In 2015, Wark was only charged after a cold case review linked an earring and a strand of Hayley’s hair found in the vehicle.

There were gasps in a public gallery filled with Hayley’s loved ones when Justice Hall delivered the unprecedented sentence.

“Justice has been done,” said Hayley’s mother Margaret Dodd outside court.

Dodd had earlier appealed to Wark to reveal where Hayley’s body was left, in a victim impact statement which highlighted 22 years of “sheer hell and despair” for the family.

Margaret Dodd, the mother of murdered West Australian teenager Hayley Dodd. (AAP Image/Richard Wainwright)

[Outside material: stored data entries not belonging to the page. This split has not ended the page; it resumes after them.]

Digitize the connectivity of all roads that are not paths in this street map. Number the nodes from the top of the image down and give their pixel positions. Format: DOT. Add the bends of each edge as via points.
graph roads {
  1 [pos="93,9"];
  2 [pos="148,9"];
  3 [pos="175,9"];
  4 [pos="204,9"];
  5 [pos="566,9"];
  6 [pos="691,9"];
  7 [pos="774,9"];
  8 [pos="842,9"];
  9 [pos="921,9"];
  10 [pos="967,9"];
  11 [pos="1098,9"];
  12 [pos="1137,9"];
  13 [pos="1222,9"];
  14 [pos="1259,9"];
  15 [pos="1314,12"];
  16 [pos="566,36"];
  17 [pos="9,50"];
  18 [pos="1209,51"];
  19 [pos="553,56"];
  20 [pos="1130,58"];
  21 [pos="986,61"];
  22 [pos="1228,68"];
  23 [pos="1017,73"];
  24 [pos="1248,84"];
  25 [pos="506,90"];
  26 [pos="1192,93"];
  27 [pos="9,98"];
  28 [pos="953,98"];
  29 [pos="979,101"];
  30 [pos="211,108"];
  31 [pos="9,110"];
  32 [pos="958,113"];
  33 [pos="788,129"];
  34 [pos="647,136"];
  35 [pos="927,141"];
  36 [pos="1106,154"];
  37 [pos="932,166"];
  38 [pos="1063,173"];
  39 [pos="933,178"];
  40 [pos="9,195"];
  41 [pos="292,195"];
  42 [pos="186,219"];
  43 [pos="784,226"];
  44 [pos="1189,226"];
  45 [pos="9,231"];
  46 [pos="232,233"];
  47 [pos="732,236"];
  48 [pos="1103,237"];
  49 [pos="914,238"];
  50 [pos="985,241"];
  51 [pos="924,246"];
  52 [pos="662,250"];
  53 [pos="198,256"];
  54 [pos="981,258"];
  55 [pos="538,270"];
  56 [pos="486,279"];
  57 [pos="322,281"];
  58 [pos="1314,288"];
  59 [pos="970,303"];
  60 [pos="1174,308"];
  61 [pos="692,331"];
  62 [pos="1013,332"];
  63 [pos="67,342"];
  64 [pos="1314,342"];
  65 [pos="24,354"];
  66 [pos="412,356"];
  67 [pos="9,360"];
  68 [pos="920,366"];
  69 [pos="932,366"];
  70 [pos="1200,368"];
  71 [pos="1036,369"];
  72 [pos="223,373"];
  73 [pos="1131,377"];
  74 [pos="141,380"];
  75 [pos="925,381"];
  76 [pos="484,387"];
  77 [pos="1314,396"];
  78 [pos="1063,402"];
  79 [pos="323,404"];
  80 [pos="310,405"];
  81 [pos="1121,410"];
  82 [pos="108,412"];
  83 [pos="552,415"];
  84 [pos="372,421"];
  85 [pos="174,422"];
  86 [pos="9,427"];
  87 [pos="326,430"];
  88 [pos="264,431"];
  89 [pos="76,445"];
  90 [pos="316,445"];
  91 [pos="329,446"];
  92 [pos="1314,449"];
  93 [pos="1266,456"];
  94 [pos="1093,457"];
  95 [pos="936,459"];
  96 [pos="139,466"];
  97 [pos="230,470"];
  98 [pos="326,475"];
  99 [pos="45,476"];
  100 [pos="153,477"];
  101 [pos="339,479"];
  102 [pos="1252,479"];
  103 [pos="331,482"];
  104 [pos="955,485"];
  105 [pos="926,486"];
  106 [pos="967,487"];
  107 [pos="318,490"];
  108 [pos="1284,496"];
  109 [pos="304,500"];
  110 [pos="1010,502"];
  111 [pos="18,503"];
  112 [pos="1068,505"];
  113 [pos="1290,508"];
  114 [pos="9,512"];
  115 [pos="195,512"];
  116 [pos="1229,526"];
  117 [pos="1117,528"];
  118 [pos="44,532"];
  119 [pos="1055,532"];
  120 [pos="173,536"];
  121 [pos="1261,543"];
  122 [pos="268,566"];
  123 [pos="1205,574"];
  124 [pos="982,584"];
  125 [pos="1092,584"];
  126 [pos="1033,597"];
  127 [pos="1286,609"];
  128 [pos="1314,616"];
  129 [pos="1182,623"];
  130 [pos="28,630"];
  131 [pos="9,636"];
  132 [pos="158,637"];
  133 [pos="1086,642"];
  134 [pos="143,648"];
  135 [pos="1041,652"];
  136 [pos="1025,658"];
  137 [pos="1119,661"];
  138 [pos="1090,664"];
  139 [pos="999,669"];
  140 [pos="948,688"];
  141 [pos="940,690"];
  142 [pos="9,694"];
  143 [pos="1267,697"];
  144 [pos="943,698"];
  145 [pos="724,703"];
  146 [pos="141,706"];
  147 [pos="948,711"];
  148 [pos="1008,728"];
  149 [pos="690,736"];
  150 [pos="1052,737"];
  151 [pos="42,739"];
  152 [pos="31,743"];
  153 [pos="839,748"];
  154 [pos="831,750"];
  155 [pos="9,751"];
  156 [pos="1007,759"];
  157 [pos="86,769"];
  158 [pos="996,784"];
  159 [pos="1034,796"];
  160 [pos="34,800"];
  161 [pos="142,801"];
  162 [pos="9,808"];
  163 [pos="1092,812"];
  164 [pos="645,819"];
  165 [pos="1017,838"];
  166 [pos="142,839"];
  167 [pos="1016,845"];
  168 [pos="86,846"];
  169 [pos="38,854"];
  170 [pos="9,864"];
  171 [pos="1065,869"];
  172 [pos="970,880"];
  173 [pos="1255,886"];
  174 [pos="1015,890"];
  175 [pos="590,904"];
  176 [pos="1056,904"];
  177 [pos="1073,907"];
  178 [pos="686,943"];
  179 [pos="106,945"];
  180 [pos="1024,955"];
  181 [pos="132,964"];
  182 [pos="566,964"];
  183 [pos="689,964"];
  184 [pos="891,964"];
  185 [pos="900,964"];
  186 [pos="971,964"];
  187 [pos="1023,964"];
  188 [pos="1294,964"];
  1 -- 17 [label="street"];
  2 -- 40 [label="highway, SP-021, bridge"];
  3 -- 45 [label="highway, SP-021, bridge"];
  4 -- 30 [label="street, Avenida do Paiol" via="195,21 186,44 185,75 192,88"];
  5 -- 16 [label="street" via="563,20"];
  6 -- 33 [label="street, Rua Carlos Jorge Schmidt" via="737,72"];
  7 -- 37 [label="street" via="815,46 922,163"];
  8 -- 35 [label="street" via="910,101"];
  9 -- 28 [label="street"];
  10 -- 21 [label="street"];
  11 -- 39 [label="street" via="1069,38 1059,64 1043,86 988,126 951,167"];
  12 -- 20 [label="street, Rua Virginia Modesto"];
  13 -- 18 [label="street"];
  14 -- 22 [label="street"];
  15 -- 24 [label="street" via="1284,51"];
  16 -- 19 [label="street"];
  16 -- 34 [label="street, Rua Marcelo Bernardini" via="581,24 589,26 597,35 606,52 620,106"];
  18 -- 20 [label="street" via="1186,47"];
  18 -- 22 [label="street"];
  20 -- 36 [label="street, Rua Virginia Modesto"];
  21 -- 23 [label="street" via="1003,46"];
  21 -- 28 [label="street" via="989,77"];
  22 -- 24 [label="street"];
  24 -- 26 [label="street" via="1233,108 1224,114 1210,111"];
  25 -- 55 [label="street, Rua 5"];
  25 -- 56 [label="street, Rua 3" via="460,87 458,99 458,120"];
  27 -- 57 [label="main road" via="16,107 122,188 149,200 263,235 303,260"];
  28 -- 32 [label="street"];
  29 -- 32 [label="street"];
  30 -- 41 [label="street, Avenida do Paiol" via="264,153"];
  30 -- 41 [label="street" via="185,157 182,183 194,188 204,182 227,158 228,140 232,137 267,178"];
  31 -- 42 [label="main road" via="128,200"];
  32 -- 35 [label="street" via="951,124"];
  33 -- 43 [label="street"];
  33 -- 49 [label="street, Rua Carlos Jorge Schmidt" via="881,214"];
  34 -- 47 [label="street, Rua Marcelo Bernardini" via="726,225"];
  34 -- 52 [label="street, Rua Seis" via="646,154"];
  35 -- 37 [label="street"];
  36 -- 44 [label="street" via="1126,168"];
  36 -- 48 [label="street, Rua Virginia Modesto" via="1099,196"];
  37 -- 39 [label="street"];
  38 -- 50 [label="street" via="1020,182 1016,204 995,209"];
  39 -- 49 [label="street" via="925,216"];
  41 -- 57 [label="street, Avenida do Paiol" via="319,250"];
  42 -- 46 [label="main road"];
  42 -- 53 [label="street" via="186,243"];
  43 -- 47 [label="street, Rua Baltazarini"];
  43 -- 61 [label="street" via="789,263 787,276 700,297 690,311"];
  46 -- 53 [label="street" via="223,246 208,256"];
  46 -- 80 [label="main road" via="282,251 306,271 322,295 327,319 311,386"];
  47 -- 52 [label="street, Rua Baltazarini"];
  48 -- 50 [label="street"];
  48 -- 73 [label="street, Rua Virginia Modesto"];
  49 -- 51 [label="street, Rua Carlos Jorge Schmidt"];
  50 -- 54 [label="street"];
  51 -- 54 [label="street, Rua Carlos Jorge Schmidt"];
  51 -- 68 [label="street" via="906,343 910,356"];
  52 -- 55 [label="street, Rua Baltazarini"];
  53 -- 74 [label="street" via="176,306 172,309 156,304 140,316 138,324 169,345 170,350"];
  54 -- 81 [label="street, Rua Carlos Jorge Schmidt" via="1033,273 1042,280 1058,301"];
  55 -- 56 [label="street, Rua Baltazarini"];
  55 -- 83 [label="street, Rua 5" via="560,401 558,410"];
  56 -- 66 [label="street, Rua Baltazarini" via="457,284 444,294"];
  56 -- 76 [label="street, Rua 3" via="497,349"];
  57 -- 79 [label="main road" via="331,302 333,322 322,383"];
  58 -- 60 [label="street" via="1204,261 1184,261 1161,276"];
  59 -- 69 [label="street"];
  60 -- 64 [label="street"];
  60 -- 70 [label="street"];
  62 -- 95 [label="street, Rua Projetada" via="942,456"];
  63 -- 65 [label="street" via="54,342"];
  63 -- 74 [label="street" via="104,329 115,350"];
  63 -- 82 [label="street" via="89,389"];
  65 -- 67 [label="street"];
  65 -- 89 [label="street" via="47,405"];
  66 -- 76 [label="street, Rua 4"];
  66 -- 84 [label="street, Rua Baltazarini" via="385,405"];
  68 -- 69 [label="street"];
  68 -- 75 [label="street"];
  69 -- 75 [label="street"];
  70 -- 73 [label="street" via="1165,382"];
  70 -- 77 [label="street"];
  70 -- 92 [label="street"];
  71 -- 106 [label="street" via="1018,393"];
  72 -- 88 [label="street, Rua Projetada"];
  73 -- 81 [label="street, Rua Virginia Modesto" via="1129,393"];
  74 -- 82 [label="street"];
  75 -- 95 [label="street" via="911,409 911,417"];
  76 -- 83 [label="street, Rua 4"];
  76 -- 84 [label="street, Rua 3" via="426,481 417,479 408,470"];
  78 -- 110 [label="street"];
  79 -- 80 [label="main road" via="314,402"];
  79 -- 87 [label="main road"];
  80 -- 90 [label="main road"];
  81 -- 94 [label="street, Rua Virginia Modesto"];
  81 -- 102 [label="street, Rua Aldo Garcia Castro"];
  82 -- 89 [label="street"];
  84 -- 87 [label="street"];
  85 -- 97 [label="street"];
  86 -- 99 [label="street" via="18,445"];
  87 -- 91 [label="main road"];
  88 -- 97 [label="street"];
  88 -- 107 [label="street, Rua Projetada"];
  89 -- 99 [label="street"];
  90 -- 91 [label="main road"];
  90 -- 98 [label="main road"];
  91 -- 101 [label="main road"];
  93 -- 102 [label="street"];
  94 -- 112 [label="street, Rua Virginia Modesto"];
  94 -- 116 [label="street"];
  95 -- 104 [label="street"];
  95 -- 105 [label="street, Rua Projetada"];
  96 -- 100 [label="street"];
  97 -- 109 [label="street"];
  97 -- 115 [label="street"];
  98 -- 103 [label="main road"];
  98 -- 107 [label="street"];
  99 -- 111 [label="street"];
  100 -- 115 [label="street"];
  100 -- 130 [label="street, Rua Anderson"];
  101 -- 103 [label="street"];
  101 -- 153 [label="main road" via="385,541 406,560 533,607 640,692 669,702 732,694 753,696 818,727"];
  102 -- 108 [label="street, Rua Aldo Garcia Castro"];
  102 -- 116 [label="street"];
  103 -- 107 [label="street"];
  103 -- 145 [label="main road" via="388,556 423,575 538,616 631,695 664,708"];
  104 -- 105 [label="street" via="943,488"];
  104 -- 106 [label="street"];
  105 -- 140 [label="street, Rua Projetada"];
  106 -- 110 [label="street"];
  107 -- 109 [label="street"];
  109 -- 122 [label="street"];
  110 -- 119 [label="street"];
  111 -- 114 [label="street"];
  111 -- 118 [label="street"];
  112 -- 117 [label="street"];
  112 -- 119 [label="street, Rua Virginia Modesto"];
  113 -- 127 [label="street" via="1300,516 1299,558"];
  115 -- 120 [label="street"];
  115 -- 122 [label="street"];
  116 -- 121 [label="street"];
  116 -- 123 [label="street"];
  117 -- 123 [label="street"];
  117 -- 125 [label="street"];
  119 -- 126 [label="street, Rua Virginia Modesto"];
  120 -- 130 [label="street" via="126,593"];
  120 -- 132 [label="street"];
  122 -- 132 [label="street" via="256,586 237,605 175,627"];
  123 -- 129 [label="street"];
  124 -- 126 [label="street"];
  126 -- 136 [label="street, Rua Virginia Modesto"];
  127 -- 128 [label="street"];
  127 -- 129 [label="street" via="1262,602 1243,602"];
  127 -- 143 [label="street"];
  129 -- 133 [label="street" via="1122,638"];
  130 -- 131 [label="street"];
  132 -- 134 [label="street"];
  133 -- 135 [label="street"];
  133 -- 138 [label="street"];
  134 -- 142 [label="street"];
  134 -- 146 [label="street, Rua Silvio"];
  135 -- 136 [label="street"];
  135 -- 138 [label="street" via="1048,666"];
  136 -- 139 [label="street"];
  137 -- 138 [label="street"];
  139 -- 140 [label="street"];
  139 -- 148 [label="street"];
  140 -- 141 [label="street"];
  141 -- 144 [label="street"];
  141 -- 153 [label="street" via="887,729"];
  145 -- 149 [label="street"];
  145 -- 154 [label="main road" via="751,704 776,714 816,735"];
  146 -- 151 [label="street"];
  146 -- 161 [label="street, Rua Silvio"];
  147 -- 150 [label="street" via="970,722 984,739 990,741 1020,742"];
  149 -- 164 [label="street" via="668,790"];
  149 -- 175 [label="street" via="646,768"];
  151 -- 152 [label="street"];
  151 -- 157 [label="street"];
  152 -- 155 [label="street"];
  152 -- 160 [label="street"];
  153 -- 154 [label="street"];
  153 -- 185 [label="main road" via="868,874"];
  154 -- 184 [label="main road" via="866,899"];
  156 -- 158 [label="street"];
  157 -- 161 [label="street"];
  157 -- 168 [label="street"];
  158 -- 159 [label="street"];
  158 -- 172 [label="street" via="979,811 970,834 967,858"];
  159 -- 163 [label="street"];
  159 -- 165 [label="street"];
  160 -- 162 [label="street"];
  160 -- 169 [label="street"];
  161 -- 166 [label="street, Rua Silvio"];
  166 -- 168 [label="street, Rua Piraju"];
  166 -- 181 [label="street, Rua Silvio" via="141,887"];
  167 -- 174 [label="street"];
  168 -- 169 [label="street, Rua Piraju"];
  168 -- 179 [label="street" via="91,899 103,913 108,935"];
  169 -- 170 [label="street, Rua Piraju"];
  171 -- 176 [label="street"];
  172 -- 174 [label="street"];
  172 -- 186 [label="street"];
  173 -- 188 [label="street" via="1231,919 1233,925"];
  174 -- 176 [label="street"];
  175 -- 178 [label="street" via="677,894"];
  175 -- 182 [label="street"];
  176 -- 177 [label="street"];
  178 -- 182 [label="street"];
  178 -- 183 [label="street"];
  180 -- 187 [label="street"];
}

“I wanted him to feel it,” she said. “But not a single reaction from him — a heart of stone.”

Wark has been behind bars since 2007 when he was jailed for raping a woman he picked up in a remote part of Queensland in 2007.

Justice Hall said Wark’s offending fell into the extreme category for manslaughter given the apparent sexual motivation and Hayley’s youth and vulnerability.

“She was a very young woman — no more than a girl, in fact,” the judge said. “At 17, she had her whole life ahead of her.”

In a written statement read on her behalf, Rae-Anne Dodd said her older sister Hayley had disappeared a week before her 13th birthday.

She had to change the color of her hair because people sometimes mistook her for “Hayley the missing girl”.

The family held an 18th birthday party for Hayley in her absence, including a wishing well that highlighted three wishes — for Hayley to return home safe, for such a tragedy never to happen again and for “the evil monsters in our midst” to be caught.

Premier Mark McGowan last month joined the family in urging Wark to reveal where Hayley’s body was left.

Wark, who denied having any involvement in Hayley’s disappearance, had faced a maximum term of 20 years’ imprisonment under the law that applied in 1999.